I spent the next ten years of my research life probing those entanglements and published Terrific Majesty: The Powers of Shaka Zulu and the Limits of Invention (Harvard University Press) in 1998. At the time South African Marxist historian reviewers rued what they regarded as my turn to ‘postmodernism’. This surprised me since the book was an attempt to understand the complex interplay over time of political, academic and public discourses and practices that shaped, and were shaped, by the archives used in my original thesis. Terrific Majesty was an enquiry into the making of the archive of Shakan times. I regarded it as a prudent methodological prerequisite to trying to write about the early Zulu kingdom. It was, if anything, a bit prissy and conservative in its historical concern, rather than redolent in postmodern excess.
I felt reasonably sure that I knew enough about political and academic discourses and practices to explore those aspects of my concern. After all, I had a large body of research by other scholars to help me there. But the notions of 'archive' and 'public' were, at the time, less well served by existing scholarly analysis.
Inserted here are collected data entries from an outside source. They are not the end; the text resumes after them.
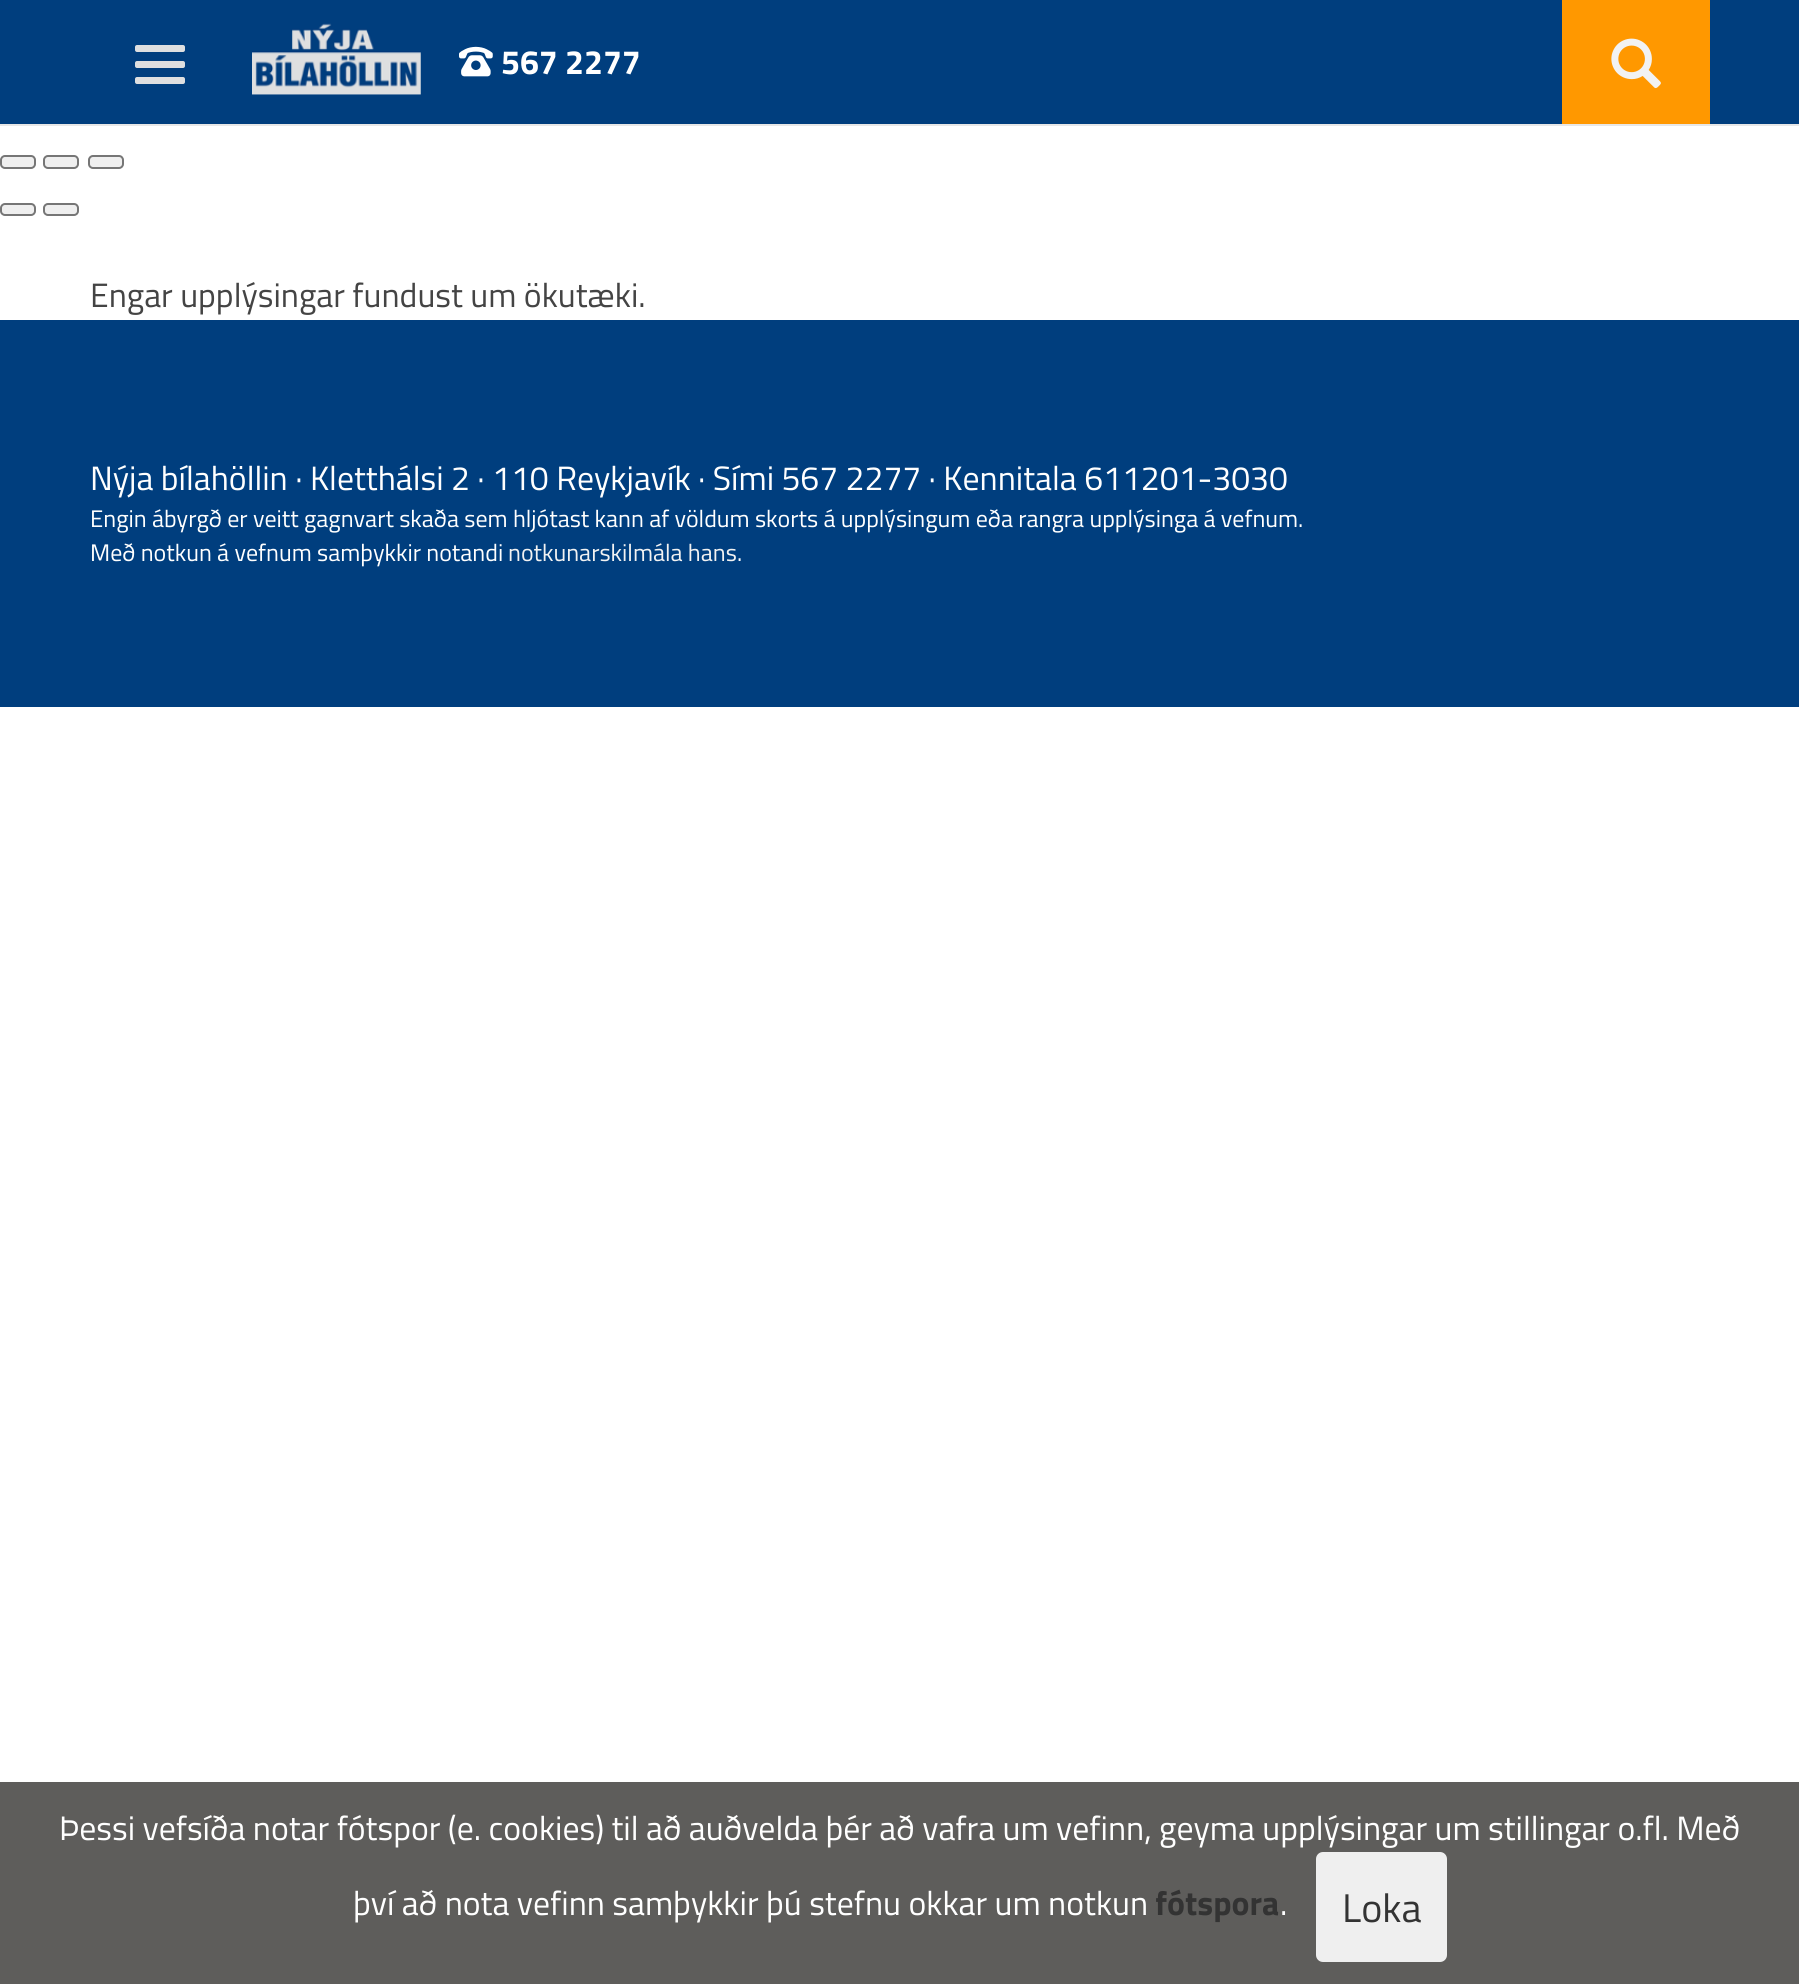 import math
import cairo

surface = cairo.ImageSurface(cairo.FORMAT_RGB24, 1799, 1984)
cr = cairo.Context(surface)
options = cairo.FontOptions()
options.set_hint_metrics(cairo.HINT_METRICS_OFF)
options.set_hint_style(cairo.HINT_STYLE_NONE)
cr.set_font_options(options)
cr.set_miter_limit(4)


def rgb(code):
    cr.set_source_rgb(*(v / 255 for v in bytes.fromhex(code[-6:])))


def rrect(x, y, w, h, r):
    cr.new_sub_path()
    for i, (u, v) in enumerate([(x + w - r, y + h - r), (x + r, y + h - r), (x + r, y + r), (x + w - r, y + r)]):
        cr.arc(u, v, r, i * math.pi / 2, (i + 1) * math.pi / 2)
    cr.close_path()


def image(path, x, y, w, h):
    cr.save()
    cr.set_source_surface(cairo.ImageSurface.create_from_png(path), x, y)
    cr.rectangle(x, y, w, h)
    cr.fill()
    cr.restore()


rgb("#ffffff")
cr.paint()
rgb("#003e7e")
cr.rectangle(0, 0, 1799, 124)
cr.fill()
rgb("#e7e7e7")
cr.rectangle(0, 124, 1799, 2)
cr.fill()
rgb("#dedfe0")
rrect(135, 45, 50, 7, 2)
cr.fill()
rrect(135, 61, 50, 7, 2)
cr.fill()
rrect(135, 77, 50, 7, 2)
cr.fill()
image("img/1.png", 252, 23, 169, 72)
image("img/2.png", 459, 46, 34, 31)
rgb("#ff9800")
cr.rectangle(1562, 0, 148, 124)
cr.fill()
image("img/3.png", 1611, 38, 50, 51)
rgb("#efefef")
rrect(1, 156, 34, 12, 4)
cr.fill_preserve()
rgb("#767676")
cr.stroke()
rgb("#efefef")
rrect(44, 156, 34, 12, 4)
cr.fill_preserve()
rgb("#767676")
cr.stroke()
rgb("#efefef")
rrect(89, 156, 34, 12, 4)
cr.fill_preserve()
rgb("#767676")
cr.stroke()
rgb("#efefef")
rrect(1, 204, 34, 11, 4)
cr.fill_preserve()
rgb("#767676")
cr.stroke()
rgb("#efefef")
rrect(44, 204, 34, 11, 4)
cr.fill_preserve()
rgb("#767676")
cr.stroke()
rgb("#003e7e")
cr.rectangle(0, 320, 1799, 387)
cr.fill()
rgb("#5e5d5b")
cr.rectangle(0, 1782, 1799, 202)
cr.fill()
rgb("#efefef")
rrect(1316, 1852, 131, 110, 7)
cr.fill()
cr.select_font_face("Titillium Web", cairo.FONT_SLANT_NORMAL, cairo.FONT_WEIGHT_BOLD)
cr.set_font_size(33.75)
rgb("#ffffff")
cr.move_to(501, 74)
cr.show_text("567 2277")
cr.select_font_face("Titillium Web")
rgb("#444444")
cr.move_to(90, 307)
cr.show_text("Engar upplýsingar fundust um ökutæki.")
rgb("#ffffff")
cr.move_to(90, 490)
cr.show_text("Nýja bílahöllin · Kletthálsi 2 · 110 Reykjavík · Sími 567 2277 · Kennitala 611201-3030")
cr.set_font_size(24)
cr.move_to(90, 527)
cr.show_text("Engin ábyrgð er veitt gagnvart skaða sem hljótast kann af völdum skorts á upplýsingum eða rangra upplýsinga á vefnum.")
cr.move_to(90, 561)
cr.show_text("Með notkun á vefnum samþykkir notandi")
rgb("#f2f2f2")
cr.move_to(508, 561)
cr.show_text("notkunarskilmála hans")
rgb("#ffffff")
cr.move_to(737, 561)
cr.show_text(".")
cr.set_font_size(33.75)
cr.move_to(59, 1840)
cr.show_text("Þessi vefsíða notar fótspor (e. cookies) til að auðvelda þér að vafra um vefinn, geyma upplýsingar um stillingar o.fl. Með")
cr.move_to(353, 1915)
cr.show_text("því að nota vefinn samþykkir þú stefnu okkar um notkun")
cr.select_font_face("Titillium Web", cairo.FONT_SLANT_NORMAL, cairo.FONT_WEIGHT_BOLD)
rgb("#333333")
cr.move_to(1155, 1915)
cr.show_text("fótspora")
cr.select_font_face("Titillium Web")
rgb("#ffffff")
cr.move_to(1280, 1915)
cr.show_text(".")
cr.set_font_size(40)
rgb("#333333")
cr.move_to(1342, 1922)
cr.show_text("Loka")
surface.write_to_png("page.png")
They became increasingly strange to me and I became uncertain about them, in the way that anthropologists do about such things. (And by then I had come to value anthropological perspectives on the taken-for-granted.) 'Archive' and 'public' thus became the focus of the next series of projects which I initiated: the five year-long Constitution of Public Intellectual Life Research Project, its ongoing successor forum, the Public Life of Ideas Network, the Refiguring the Archive exercise, and its yet ongoing successor, the Research Initiative in Archive & Public Culture.
Sometime shortly I hope to feel sure enough about what has happened to 'the sources' to launch into public life those bits of the original thesis from the 1980s which yet remain unpublished. Scholarly work can be a slow business!
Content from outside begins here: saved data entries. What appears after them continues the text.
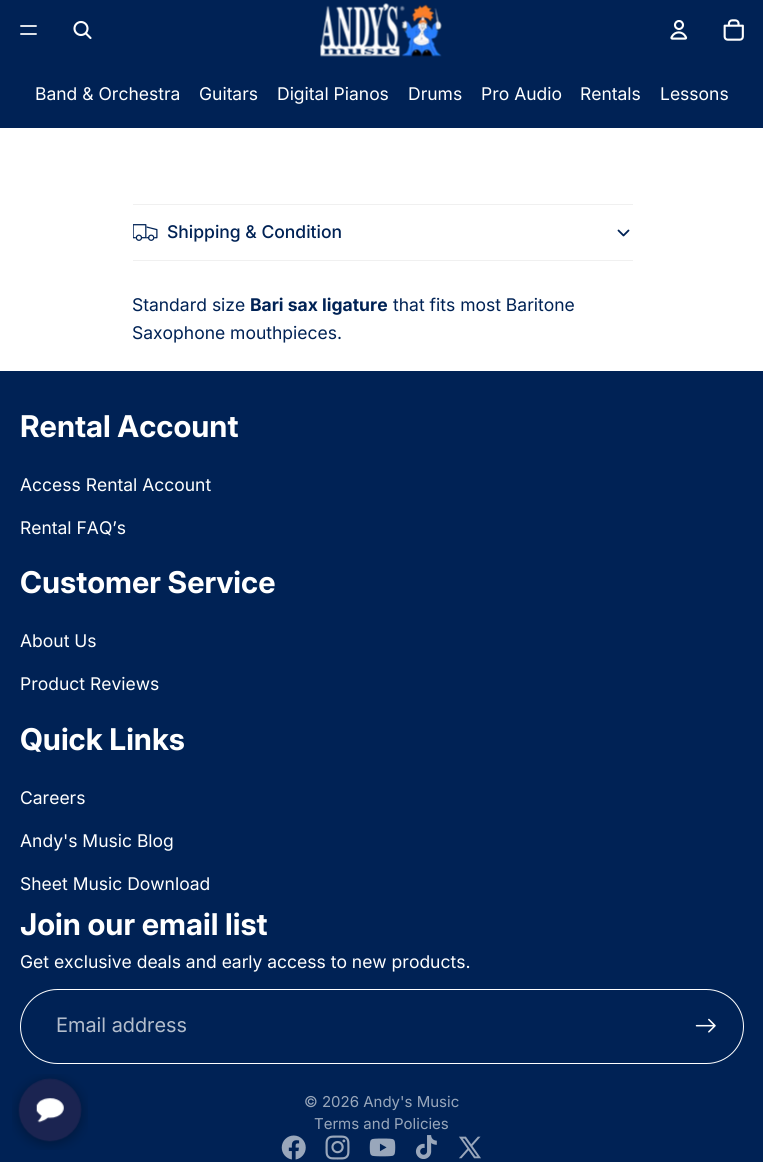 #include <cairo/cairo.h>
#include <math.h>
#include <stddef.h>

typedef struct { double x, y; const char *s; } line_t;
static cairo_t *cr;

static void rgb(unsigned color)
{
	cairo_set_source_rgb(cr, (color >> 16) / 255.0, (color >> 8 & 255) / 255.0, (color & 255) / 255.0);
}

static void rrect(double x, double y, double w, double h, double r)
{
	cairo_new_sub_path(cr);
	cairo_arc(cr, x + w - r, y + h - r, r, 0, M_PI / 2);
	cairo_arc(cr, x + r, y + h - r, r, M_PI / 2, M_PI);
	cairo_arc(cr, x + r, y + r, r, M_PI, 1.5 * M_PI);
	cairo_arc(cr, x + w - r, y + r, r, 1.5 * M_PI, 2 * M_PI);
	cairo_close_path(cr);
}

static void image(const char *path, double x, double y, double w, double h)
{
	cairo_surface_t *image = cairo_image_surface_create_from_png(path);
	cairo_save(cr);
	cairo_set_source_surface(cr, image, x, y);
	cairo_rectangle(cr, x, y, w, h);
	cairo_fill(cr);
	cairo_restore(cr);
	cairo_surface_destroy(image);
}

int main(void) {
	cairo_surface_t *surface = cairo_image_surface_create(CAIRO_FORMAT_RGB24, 763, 1162);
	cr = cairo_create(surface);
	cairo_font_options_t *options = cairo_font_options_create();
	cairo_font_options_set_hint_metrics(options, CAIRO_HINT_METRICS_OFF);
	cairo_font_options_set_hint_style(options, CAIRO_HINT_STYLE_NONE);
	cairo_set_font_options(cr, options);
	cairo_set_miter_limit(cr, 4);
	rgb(0xffffff);
	cairo_paint(cr);
	rgb(0x002255);
	cairo_rectangle(cr, 0, 0, 763, 128);
	cairo_fill(cr);
	cairo_new_path(cr);
	cairo_move_to(cr, 21, 26);
	cairo_line_to(cr, 36, 26);
	cairo_move_to(cr, 21, 34);
	cairo_line_to(cr, 36, 34);
	rgb(0xffffff);
	cairo_set_line_width(cr, 1.8);
	cairo_set_line_cap(cr, CAIRO_LINE_CAP_ROUND);
	cairo_stroke(cr);
	cairo_arc(cr, 81, 28.5, 6.5, 0, 2 * M_PI);
	cairo_set_line_width(cr, 2.1);
	cairo_set_line_cap(cr, CAIRO_LINE_CAP_BUTT);
	cairo_stroke(cr);
	cairo_new_path(cr);
	cairo_move_to(cr, 86, 33.5);
	cairo_line_to(cr, 90.5, 38);
	cairo_set_line_cap(cr, CAIRO_LINE_CAP_ROUND);
	cairo_set_line_join(cr, CAIRO_LINE_JOIN_ROUND);
	cairo_stroke(cr);
	image("img/1.png", 320, 3, 122, 54);
	image("img/2.png", 670, 20, 18, 20);
	image("img/3.png", 723, 19, 21, 22);
	rgb(0xf0f0f0);
	cairo_rectangle(cr, 133, 204, 500, 1);
	cairo_fill(cr);
	cairo_rectangle(cr, 133, 260, 500, 1);
	cairo_fill(cr);
	image("img/4.png", 133, 224, 25, 17);
	cairo_new_path(cr);
	cairo_move_to(cr, 628.5, 230.5);
	cairo_line_to(cr, 623.5, 235.5);
	cairo_line_to(cr, 618.5, 230.5);
	rgb(0x002255);
	cairo_set_line_width(cr, 1.8);
	cairo_stroke(cr);
	cairo_rectangle(cr, 0, 371, 763, 791);
	cairo_fill(cr);
	rrect(20.5, 989.5, 723, 74, 37);
	rgb(0xffffff);
	cairo_set_line_width(cr, 1);
	cairo_set_line_cap(cr, CAIRO_LINE_CAP_BUTT);
	cairo_set_line_join(cr, CAIRO_LINE_JOIN_MITER);
	cairo_stroke(cr);
	image("img/5.png", 695, 1018, 21, 15);
	image("img/6.png", 12, 1074, 76, 76);
	image("img/7.png", 281, 1135, 25, 25);
	image("img/8.png", 325, 1135, 25, 25);
	image("img/9.png", 369, 1138, 27, 19);
	image("img/10.png", 415, 1135, 22, 24);
	image("img/11.png", 459, 1136, 22, 23);
	cairo_select_font_face(cr, "Inter", CAIRO_FONT_SLANT_NORMAL, CAIRO_FONT_WEIGHT_NORMAL);
	cairo_set_font_size(cr, 17.5);
	{
		static const line_t items[] = {
			{35, 100, "Band & Orchestra"},
			{199, 100, "Guitars"},
			{277, 100, "Digital Pianos"},
			{408, 100, "Drums"},
			{481, 100, "Pro Audio"},
			{580, 100, "Rentals"},
			{660, 100, "Lessons"},
		};
		for (size_t i = 0; i < sizeof items / sizeof *items; i++) {
			cairo_move_to(cr, items[i].x, items[i].y);
			cairo_show_text(cr, items[i].s);
		}
	}
	cairo_select_font_face(cr, "Inter Medium", CAIRO_FONT_SLANT_NORMAL, CAIRO_FONT_WEIGHT_NORMAL);
	rgb(0x002255);
	cairo_move_to(cr, 167, 238);
	cairo_show_text(cr, "Shipping & Condition");
	cairo_select_font_face(cr, "Inter", CAIRO_FONT_SLANT_NORMAL, CAIRO_FONT_WEIGHT_NORMAL);
	cairo_move_to(cr, 132, 311);
	cairo_show_text(cr, "Standard size");
	cairo_select_font_face(cr, "Inter", CAIRO_FONT_SLANT_NORMAL, CAIRO_FONT_WEIGHT_BOLD);
	cairo_move_to(cr, 250, 311);
	cairo_show_text(cr, "Bari sax ligature");
	cairo_select_font_face(cr, "Inter", CAIRO_FONT_SLANT_NORMAL, CAIRO_FONT_WEIGHT_NORMAL);
	cairo_move_to(cr, 393, 311);
	cairo_show_text(cr, "that fits most Baritone");
	cairo_move_to(cr, 132, 339);
	cairo_show_text(cr, "Saxophone mouthpieces.");
	cairo_select_font_face(cr, "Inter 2", CAIRO_FONT_SLANT_NORMAL, CAIRO_FONT_WEIGHT_BOLD);
	cairo_set_font_size(cr, 30);
	rgb(0xffffff);
	cairo_move_to(cr, 20, 437);
	cairo_show_text(cr, "Rental Account");
	cairo_select_font_face(cr, "Inter", CAIRO_FONT_SLANT_NORMAL, CAIRO_FONT_WEIGHT_NORMAL);
	cairo_set_font_size(cr, 17.5);
	cairo_move_to(cr, 20, 491);
	cairo_show_text(cr, "Access Rental Account");
	cairo_move_to(cr, 20, 534);
	cairo_show_text(cr, "Rental FAQ’s");
	cairo_select_font_face(cr, "Inter 2", CAIRO_FONT_SLANT_NORMAL, CAIRO_FONT_WEIGHT_BOLD);
	cairo_set_font_size(cr, 30);
	cairo_move_to(cr, 20, 593);
	cairo_show_text(cr, "Customer Service");
	cairo_select_font_face(cr, "Inter", CAIRO_FONT_SLANT_NORMAL, CAIRO_FONT_WEIGHT_NORMAL);
	cairo_set_font_size(cr, 17.5);
	cairo_move_to(cr, 20, 647);
	cairo_show_text(cr, "About Us");
	cairo_move_to(cr, 20, 690);
	cairo_show_text(cr, "Product Reviews");
	cairo_select_font_face(cr, "Inter 2", CAIRO_FONT_SLANT_NORMAL, CAIRO_FONT_WEIGHT_BOLD);
	cairo_set_font_size(cr, 30);
	cairo_move_to(cr, 20, 750);
	cairo_show_text(cr, "Quick Links");
	cairo_select_font_face(cr, "Inter", CAIRO_FONT_SLANT_NORMAL, CAIRO_FONT_WEIGHT_NORMAL);
	cairo_set_font_size(cr, 17.5);
	{
		static const line_t items[] = {
			{20, 804, "Careers"},
			{20, 847, "Andy's Music Blog"},
			{20, 890, "Sheet Music Download"},
		};
		for (size_t i = 0; i < sizeof items / sizeof *items; i++) {
			cairo_move_to(cr, items[i].x, items[i].y);
			cairo_show_text(cr, items[i].s);
		}
	}
	cairo_select_font_face(cr, "Inter 2", CAIRO_FONT_SLANT_NORMAL, CAIRO_FONT_WEIGHT_BOLD);
	cairo_set_font_size(cr, 30);
	cairo_move_to(cr, 20, 935);
	cairo_show_text(cr, "Join our email list");
	cairo_select_font_face(cr, "Inter", CAIRO_FONT_SLANT_NORMAL, CAIRO_FONT_WEIGHT_NORMAL);
	cairo_set_font_size(cr, 17.5);
	cairo_move_to(cr, 20, 968);
	cairo_show_text(cr, "Get exclusive deals and early access to new products.");
	cairo_select_font_face(cr, "Inter 2", CAIRO_FONT_SLANT_NORMAL, CAIRO_FONT_WEIGHT_NORMAL);
	cairo_set_font_size(cr, 20);
	rgb(0xb3bdcc);
	cairo_move_to(cr, 56, 1032);
	cairo_show_text(cr, "Email address");
	cairo_select_font_face(cr, "Inter", CAIRO_FONT_SLANT_NORMAL, CAIRO_FONT_WEIGHT_NORMAL);
	cairo_set_font_size(cr, 15);
	rgb(0x99a7bb);
	cairo_move_to(cr, 304, 1107);
	cairo_show_text(cr, "© 2026 Andy's Music");
	cairo_move_to(cr, 314, 1129);
	cairo_show_text(cr, "Terms and Policies");
	cairo_surface_write_to_png(surface, "page.png");
	cairo_font_options_destroy(options);
	cairo_destroy(cr);
	cairo_surface_destroy(surface);
	return 0;
}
I have had the good fortune to worry about sources, archives, the public life of ideas and many other things in the company of boldly inquiring and imaginative graduate students, from across a range of disciplines. The challenges they offer me, and that they face in pursuit of their ideas, have prompted me to think a great deal about the nature of research development, especially in a transitional context like contemporary South Africa. Issues concerning research development and post-graduate pedagogy are increasingly of as much concern to me as the troublesome entanglements that I have researched.
I first entered university in 1976, baptised into the world of politics in a time of student and worker activism, Yeoville communes, and the dangerous lives of exiles in places like Swaziland. An activist disposition developed then remains with me, realised in the APC Research Initiative most obviously through my nurturing of the Archival Platform intervention, in partnership with the Nelson Mandela Foundation (see www.archivalplatform.org).